-- Supplied data follows --
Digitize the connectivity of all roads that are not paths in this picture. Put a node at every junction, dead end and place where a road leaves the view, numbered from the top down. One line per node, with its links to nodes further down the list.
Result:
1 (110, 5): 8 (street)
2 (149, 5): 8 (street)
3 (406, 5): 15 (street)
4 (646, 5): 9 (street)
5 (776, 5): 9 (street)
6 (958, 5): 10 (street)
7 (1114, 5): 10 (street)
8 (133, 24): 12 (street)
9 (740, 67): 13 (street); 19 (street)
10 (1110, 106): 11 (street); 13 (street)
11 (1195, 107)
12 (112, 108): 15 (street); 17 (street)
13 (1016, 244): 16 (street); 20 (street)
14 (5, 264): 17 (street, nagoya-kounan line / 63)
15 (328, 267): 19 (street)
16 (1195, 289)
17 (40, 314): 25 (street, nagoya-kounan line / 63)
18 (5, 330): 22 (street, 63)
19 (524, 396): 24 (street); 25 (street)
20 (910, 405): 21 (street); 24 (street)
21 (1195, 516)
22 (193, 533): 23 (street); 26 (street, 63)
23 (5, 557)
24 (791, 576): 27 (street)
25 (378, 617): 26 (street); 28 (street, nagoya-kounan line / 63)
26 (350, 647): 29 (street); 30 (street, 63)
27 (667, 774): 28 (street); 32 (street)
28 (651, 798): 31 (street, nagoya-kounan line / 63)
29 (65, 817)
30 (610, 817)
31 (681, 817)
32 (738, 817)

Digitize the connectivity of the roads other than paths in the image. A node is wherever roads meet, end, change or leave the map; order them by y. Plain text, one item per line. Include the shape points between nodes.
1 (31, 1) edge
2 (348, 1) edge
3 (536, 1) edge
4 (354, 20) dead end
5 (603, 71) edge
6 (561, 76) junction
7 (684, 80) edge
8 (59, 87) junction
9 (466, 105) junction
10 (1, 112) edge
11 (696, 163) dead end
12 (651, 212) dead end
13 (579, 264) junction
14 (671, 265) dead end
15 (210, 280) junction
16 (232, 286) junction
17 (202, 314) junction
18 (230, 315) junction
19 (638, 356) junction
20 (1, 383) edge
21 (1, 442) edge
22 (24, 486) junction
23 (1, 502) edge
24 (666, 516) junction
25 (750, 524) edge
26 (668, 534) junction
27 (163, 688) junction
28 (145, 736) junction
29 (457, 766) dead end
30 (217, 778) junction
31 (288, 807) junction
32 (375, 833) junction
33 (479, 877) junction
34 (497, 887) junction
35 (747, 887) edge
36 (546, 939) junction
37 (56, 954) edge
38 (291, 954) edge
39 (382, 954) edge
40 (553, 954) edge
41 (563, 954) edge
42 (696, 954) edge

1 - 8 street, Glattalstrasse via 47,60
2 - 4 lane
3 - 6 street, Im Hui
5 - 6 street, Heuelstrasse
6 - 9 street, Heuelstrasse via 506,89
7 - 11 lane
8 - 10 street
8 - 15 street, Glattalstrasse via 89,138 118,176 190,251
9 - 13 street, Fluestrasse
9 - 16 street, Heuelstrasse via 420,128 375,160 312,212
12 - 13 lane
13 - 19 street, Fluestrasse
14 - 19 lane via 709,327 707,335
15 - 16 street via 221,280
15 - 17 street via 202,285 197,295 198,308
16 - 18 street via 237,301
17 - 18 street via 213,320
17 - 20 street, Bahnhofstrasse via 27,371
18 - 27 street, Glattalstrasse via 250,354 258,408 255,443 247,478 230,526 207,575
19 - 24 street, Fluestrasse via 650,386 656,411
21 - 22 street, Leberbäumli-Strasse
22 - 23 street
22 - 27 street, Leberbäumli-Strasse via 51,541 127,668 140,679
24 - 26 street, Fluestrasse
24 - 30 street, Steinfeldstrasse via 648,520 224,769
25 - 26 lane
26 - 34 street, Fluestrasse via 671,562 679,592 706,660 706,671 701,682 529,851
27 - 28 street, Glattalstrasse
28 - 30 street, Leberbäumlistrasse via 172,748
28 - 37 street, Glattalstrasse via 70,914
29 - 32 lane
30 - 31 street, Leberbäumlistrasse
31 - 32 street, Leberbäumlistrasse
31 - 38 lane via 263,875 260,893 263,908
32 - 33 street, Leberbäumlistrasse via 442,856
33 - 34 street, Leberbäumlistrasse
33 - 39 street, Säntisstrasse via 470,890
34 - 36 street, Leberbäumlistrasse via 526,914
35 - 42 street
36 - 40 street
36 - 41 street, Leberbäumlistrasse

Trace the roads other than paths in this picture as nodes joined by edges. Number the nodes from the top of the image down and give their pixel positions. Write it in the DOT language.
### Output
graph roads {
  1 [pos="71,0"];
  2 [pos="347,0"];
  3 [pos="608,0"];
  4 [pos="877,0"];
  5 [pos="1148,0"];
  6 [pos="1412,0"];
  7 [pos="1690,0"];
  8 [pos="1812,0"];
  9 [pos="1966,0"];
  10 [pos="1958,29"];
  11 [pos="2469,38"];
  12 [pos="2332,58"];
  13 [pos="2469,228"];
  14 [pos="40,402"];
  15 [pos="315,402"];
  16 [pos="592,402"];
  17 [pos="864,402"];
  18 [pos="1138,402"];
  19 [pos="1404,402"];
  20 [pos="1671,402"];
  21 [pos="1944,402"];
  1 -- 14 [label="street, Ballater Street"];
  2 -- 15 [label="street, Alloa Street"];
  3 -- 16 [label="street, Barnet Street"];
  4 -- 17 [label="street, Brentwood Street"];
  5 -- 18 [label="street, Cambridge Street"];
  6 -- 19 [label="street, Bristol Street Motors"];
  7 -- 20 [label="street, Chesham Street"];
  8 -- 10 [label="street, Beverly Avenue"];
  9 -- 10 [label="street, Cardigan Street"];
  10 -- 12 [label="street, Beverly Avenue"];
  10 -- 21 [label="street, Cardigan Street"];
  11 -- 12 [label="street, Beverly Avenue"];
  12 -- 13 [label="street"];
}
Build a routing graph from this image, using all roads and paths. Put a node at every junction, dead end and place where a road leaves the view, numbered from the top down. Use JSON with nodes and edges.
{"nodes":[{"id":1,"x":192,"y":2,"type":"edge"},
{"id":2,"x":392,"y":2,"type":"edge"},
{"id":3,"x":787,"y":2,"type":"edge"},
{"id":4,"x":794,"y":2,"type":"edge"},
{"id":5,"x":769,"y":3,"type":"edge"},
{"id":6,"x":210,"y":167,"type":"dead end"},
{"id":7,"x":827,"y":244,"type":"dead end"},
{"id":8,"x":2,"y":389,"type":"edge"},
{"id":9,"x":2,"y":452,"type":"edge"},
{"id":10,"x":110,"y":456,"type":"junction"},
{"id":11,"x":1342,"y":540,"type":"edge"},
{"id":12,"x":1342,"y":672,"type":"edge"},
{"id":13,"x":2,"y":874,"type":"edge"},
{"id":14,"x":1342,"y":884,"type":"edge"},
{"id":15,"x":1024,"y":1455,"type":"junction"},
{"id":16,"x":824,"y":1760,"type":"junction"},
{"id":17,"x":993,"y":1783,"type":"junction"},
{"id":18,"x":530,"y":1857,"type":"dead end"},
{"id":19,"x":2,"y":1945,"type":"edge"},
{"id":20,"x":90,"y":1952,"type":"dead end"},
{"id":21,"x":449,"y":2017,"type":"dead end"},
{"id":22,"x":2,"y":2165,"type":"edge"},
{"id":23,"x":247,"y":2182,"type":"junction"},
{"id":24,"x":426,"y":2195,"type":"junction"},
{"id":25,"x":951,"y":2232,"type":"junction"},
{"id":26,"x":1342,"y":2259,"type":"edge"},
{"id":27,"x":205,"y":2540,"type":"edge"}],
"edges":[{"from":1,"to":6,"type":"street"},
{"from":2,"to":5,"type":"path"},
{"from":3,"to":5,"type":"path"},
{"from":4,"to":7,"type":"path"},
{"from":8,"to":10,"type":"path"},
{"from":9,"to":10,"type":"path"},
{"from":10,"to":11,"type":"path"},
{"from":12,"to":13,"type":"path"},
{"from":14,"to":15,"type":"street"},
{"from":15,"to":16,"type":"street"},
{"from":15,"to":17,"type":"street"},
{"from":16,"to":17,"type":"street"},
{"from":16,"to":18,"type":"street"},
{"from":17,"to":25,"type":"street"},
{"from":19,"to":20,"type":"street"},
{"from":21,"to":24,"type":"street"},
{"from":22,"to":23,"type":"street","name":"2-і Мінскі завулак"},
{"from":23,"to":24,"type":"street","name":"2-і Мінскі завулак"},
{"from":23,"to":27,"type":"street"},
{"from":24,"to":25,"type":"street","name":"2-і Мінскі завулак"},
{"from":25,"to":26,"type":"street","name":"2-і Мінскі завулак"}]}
-- Supplied data concluded --
The lines in the records above that include the word "kounan" must be copied out.

# Answer below
14 (5, 264): 17 (street, nagoya-kounan line / 63)
17 (40, 314): 25 (street, nagoya-kounan line / 63)
25 (378, 617): 26 (street); 28 (street, nagoya-kounan line / 63)
28 (651, 798): 31 (street, nagoya-kounan line / 63)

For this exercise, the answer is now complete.